== Exercise instructions ==
If a picture appears in the records, leave it out and transcribe the rest exactly.

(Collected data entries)

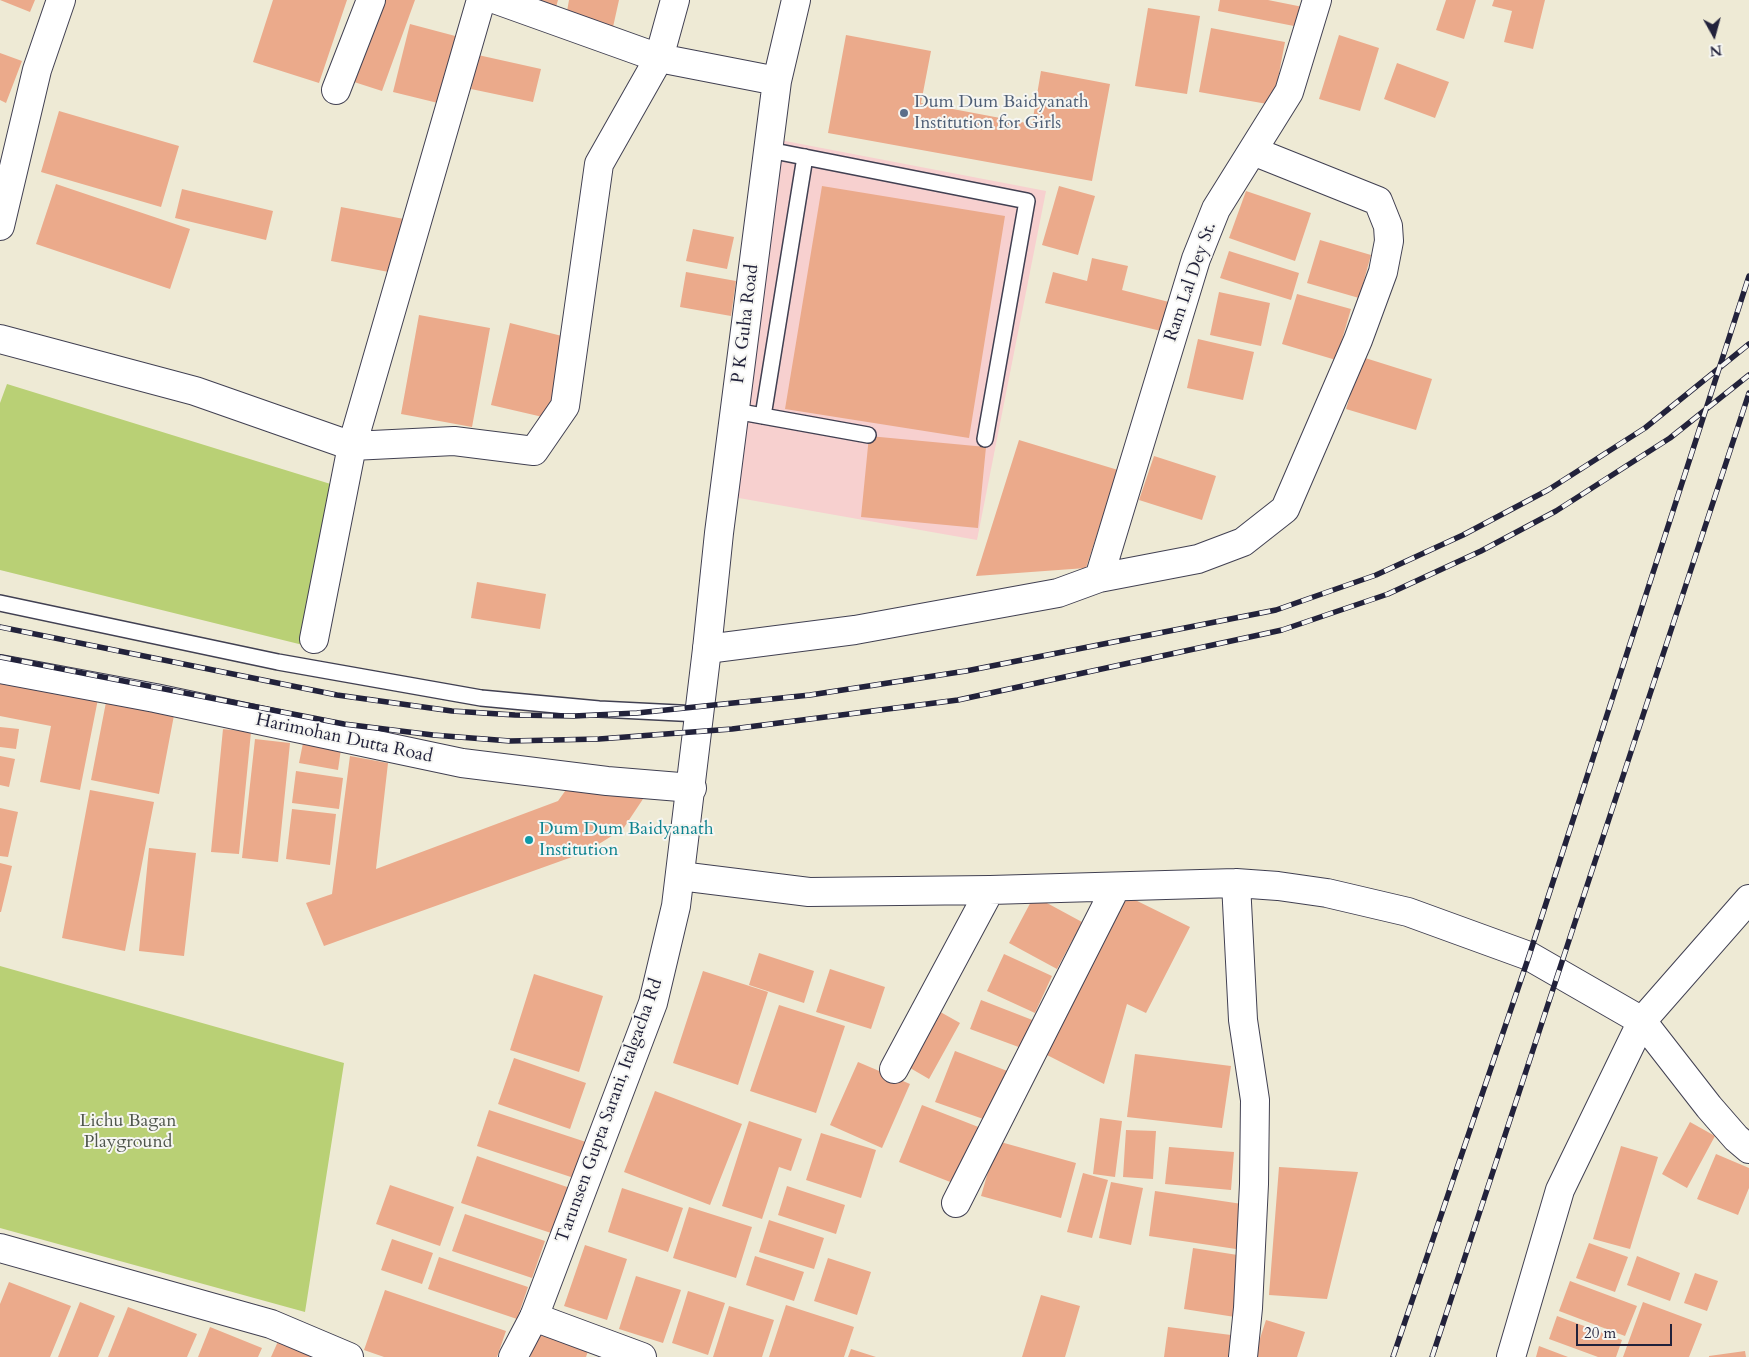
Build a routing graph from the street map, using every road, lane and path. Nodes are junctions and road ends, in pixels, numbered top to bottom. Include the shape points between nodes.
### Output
1 (61, 0) edge
2 (371, 0) edge
3 (481, 0) edge
4 (496, 0) edge
5 (675, 0) edge
6 (796, 0) edge
7 (1317, 0) edge
8 (659, 58) junction
9 (777, 81) junction
10 (336, 90) dead end
11 (769, 150) junction
12 (1253, 151) junction
13 (804, 158) junction
14 (0, 226) edge
15 (0, 339) edge
16 (735, 410) junction
17 (763, 416) junction
18 (868, 435) dead end
19 (985, 439) dead end
20 (352, 446) junction
21 (1099, 578) junction
22 (0, 603) edge
23 (314, 639) dead end
24 (707, 649) junction
25 (0, 670) edge
26 (700, 714) junction
27 (692, 788) junction
28 (680, 876) junction
29 (1236, 883) junction
30 (1116, 887) junction
31 (990, 890) junction
32 (1749, 899) edge
33 (1642, 1021) junction
34 (894, 1069) dead end
35 (1749, 1149) edge
36 (956, 1203) dead end
37 (0, 1248) edge
38 (534, 1317) junction
39 (349, 1357) edge
40 (513, 1357) edge
41 (642, 1357) edge
42 (1243, 1357) edge
43 (1511, 1357) edge

1 - 14 street via 37,70
2 - 10 street
3 - 20 street
4 - 8 street
5 - 8 street
6 - 9 street, P K Guha Road
7 - 12 street, Ram Lal Dey St. via 1289,92
8 - 9 street
8 - 20 street via 599,164 564,406 534,451 454,441
9 - 11 street, P K Guha Road
11 - 13 lane
11 - 16 street, P K Guha Road
12 - 21 street, Ram Lal Dey St. via 1216,209 1196,259
12 - 21 street via 1378,201 1388,226 1389,241 1382,272 1358,340 1285,509 1243,542 1198,559
13 - 17 lane
13 - 19 lane via 1027,201
15 - 20 street via 195,391
16 - 17 lane
16 - 24 street, P K Guha Road
17 - 18 lane
20 - 23 street
21 - 24 street via 1058,593 865,628
22 - 26 lane via 278,662 472,696 599,710
24 - 26 street, Tarunsen Gupta Sarani, Italgacha Rd
25 - 27 street, Harimohan Dutta Road via 154,698 462,764
26 - 27 street, Tarunsen Gupta Sarani, Italgacha Rd
27 - 28 street, Tarunsen Gupta Sarani, Italgacha Rd
28 - 31 street via 809,892
28 - 38 street, Tarunsen Gupta Sarani, Italgacha Rd via 653,1003
29 - 30 street
29 - 33 street via 1327,893 1408,912 1529,956
29 - 42 street via 1243,1020 1255,1100 1254,1184
30 - 31 street
30 - 36 street
31 - 34 street
32 - 33 street
33 - 35 street via 1708,1107
33 - 43 street via 1560,1190
37 - 39 street via 271,1324
38 - 40 street, Tarunsen Gupta Sarani, Italgacha Rd
38 - 41 street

== Output ==
Build a routing graph from the street map, using every road, lane and path. Nodes are junctions and road ends, in pixels, numbered top to bottom. Include the shape points between nodes.
### Output
1 (61, 0) edge
2 (371, 0) edge
3 (481, 0) edge
4 (496, 0) edge
5 (675, 0) edge
6 (796, 0) edge
7 (1317, 0) edge
8 (659, 58) junction
9 (777, 81) junction
10 (336, 90) dead end
11 (769, 150) junction
12 (1253, 151) junction
13 (804, 158) junction
14 (0, 226) edge
15 (0, 339) edge
16 (735, 410) junction
17 (763, 416) junction
18 (868, 435) dead end
19 (985, 439) dead end
20 (352, 446) junction
21 (1099, 578) junction
22 (0, 603) edge
23 (314, 639) dead end
24 (707, 649) junction
25 (0, 670) edge
26 (700, 714) junction
27 (692, 788) junction
28 (680, 876) junction
29 (1236, 883) junction
30 (1116, 887) junction
31 (990, 890) junction
32 (1749, 899) edge
33 (1642, 1021) junction
34 (894, 1069) dead end
35 (1749, 1149) edge
36 (956, 1203) dead end
37 (0, 1248) edge
38 (534, 1317) junction
39 (349, 1357) edge
40 (513, 1357) edge
41 (642, 1357) edge
42 (1243, 1357) edge
43 (1511, 1357) edge

1 - 14 street via 37,70
2 - 10 street
3 - 20 street
4 - 8 street
5 - 8 street
6 - 9 street, P K Guha Road
7 - 12 street, Ram Lal Dey St. via 1289,92
8 - 9 street
8 - 20 street via 599,164 564,406 534,451 454,441
9 - 11 street, P K Guha Road
11 - 13 lane
11 - 16 street, P K Guha Road
12 - 21 street, Ram Lal Dey St. via 1216,209 1196,259
12 - 21 street via 1378,201 1388,226 1389,241 1382,272 1358,340 1285,509 1243,542 1198,559
13 - 17 lane
13 - 19 lane via 1027,201
15 - 20 street via 195,391
16 - 17 lane
16 - 24 street, P K Guha Road
17 - 18 lane
20 - 23 street
21 - 24 street via 1058,593 865,628
22 - 26 lane via 278,662 472,696 599,710
24 - 26 street, Tarunsen Gupta Sarani, Italgacha Rd
25 - 27 street, Harimohan Dutta Road via 154,698 462,764
26 - 27 street, Tarunsen Gupta Sarani, Italgacha Rd
27 - 28 street, Tarunsen Gupta Sarani, Italgacha Rd
28 - 31 street via 809,892
28 - 38 street, Tarunsen Gupta Sarani, Italgacha Rd via 653,1003
29 - 30 street
29 - 33 street via 1327,893 1408,912 1529,956
29 - 42 street via 1243,1020 1255,1100 1254,1184
30 - 31 street
30 - 36 street
31 - 34 street
32 - 33 street
33 - 35 street via 1708,1107
33 - 43 street via 1560,1190
37 - 39 street via 271,1324
38 - 40 street, Tarunsen Gupta Sarani, Italgacha Rd
38 - 41 street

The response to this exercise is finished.